■ **Problem details**:
Produce a copy of every line in the records that holds the string "pixels".

Source data
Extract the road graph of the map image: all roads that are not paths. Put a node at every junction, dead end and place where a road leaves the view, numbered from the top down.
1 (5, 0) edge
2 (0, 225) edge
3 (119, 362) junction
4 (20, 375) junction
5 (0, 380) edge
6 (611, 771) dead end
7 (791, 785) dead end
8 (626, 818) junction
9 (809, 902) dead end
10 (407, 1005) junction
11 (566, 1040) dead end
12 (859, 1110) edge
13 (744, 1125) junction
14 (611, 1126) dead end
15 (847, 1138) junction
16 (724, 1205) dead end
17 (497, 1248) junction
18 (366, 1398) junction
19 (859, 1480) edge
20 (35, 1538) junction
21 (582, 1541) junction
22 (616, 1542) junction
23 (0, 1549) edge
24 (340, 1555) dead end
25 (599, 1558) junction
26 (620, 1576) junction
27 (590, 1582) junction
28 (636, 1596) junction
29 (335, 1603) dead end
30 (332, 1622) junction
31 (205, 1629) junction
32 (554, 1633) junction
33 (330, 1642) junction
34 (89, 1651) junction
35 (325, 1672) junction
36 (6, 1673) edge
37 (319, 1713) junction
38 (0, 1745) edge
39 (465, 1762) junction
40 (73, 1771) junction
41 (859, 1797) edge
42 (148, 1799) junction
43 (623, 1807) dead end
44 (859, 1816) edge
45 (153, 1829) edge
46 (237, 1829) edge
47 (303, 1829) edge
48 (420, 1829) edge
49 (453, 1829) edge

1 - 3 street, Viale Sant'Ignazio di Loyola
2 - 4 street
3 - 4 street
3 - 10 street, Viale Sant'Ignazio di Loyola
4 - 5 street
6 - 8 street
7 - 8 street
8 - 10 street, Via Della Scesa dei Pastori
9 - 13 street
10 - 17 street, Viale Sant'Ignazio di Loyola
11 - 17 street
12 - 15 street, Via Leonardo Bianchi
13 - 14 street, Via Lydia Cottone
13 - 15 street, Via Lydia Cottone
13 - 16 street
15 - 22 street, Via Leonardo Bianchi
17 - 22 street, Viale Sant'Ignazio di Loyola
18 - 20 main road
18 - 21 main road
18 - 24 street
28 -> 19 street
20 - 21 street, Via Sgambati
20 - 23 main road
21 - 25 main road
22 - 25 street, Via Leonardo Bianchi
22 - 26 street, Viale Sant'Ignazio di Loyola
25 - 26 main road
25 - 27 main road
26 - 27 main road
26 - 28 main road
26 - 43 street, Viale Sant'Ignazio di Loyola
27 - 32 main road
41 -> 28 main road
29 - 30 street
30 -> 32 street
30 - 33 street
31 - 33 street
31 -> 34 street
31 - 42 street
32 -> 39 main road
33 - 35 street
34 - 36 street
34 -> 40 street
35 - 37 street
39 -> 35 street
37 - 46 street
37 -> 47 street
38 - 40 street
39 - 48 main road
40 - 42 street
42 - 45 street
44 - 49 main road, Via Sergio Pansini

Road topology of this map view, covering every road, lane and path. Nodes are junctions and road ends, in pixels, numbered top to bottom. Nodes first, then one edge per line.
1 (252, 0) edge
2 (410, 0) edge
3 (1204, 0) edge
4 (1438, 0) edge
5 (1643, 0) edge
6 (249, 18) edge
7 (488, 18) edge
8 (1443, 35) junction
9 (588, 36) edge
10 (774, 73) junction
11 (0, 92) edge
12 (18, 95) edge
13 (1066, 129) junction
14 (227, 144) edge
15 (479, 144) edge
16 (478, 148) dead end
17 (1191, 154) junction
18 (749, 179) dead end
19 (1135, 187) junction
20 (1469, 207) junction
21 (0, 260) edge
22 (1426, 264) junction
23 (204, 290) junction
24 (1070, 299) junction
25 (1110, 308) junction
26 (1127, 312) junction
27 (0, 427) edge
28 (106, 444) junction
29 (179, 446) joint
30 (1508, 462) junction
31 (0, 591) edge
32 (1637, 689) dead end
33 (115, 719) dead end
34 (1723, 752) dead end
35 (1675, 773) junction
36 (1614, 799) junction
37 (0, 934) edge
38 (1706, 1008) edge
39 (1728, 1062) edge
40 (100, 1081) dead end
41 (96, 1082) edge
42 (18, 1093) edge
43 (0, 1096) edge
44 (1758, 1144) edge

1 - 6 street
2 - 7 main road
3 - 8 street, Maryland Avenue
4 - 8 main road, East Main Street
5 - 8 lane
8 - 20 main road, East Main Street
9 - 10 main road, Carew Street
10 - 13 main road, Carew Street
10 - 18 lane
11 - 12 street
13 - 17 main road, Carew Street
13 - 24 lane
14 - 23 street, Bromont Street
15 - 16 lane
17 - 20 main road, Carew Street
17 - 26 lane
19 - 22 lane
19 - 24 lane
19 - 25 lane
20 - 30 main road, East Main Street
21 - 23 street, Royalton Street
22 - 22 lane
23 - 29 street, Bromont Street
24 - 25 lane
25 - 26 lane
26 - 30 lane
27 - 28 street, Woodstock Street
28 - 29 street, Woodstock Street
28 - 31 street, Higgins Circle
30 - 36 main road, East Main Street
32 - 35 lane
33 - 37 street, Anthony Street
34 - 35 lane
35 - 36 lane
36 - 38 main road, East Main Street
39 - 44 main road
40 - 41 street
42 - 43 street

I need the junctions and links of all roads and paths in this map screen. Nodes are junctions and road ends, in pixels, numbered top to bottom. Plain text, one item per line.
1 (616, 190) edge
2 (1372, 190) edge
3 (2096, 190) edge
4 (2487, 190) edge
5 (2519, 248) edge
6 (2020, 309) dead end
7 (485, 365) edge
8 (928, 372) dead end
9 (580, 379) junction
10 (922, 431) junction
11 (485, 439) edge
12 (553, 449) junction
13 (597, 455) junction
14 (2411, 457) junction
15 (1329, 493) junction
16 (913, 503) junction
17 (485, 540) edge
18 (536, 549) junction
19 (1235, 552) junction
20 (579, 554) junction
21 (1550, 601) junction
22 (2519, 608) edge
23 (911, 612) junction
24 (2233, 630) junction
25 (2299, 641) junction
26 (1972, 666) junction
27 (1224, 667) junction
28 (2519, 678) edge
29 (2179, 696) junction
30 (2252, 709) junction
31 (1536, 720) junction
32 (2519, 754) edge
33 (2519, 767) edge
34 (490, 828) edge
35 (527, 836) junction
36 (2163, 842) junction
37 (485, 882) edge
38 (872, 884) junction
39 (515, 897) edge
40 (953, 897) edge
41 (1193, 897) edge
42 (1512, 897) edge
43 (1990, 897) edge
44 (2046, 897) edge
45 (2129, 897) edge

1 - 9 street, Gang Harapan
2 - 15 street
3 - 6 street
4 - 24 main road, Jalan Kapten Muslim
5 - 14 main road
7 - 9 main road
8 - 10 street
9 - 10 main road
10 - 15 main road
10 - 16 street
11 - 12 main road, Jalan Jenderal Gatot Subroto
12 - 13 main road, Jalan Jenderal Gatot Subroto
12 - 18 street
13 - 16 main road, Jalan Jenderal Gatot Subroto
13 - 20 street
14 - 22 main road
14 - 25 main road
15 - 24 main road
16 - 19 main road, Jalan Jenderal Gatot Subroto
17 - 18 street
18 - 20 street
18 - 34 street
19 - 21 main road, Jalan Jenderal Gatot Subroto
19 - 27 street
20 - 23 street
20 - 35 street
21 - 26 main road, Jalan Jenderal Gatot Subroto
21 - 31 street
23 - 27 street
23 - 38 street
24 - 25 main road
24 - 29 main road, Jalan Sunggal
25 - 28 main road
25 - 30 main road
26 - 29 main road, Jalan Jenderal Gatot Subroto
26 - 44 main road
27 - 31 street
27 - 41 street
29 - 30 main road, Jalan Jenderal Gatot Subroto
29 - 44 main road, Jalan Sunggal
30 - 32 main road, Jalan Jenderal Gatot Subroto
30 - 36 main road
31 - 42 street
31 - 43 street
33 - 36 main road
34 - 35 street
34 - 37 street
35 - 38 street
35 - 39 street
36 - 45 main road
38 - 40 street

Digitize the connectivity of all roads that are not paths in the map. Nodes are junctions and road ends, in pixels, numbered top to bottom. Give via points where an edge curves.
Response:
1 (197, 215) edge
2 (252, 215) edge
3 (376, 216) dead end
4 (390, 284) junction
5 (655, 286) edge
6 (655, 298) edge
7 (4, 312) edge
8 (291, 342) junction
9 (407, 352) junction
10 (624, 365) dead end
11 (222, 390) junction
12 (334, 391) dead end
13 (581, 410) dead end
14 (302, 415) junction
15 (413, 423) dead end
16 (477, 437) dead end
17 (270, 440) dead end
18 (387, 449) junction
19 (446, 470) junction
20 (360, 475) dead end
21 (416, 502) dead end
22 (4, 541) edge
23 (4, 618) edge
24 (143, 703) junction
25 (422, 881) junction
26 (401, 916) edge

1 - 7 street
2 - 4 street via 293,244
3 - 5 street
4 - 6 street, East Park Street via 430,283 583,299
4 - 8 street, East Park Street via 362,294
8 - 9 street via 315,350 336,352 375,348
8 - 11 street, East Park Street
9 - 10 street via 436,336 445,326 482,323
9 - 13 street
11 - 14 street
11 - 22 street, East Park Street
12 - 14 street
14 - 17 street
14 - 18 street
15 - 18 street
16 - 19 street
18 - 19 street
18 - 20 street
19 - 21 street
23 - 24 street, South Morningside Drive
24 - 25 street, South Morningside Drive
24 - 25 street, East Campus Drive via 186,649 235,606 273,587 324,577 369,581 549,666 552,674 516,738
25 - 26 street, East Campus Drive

■ **Task solution**:
Road topology of this map view, covering every road, lane and path. Nodes are junctions and road ends, in pixels, numbered top to bottom. Nodes first, then one edge per line.
I need the junctions and links of all roads and paths in this map screen. Nodes are junctions and road ends, in pixels, numbered top to bottom. Plain text, one item per line.
Digitize the connectivity of all roads that are not paths in the map. Nodes are junctions and road ends, in pixels, numbered top to bottom. Give via points where an edge curves.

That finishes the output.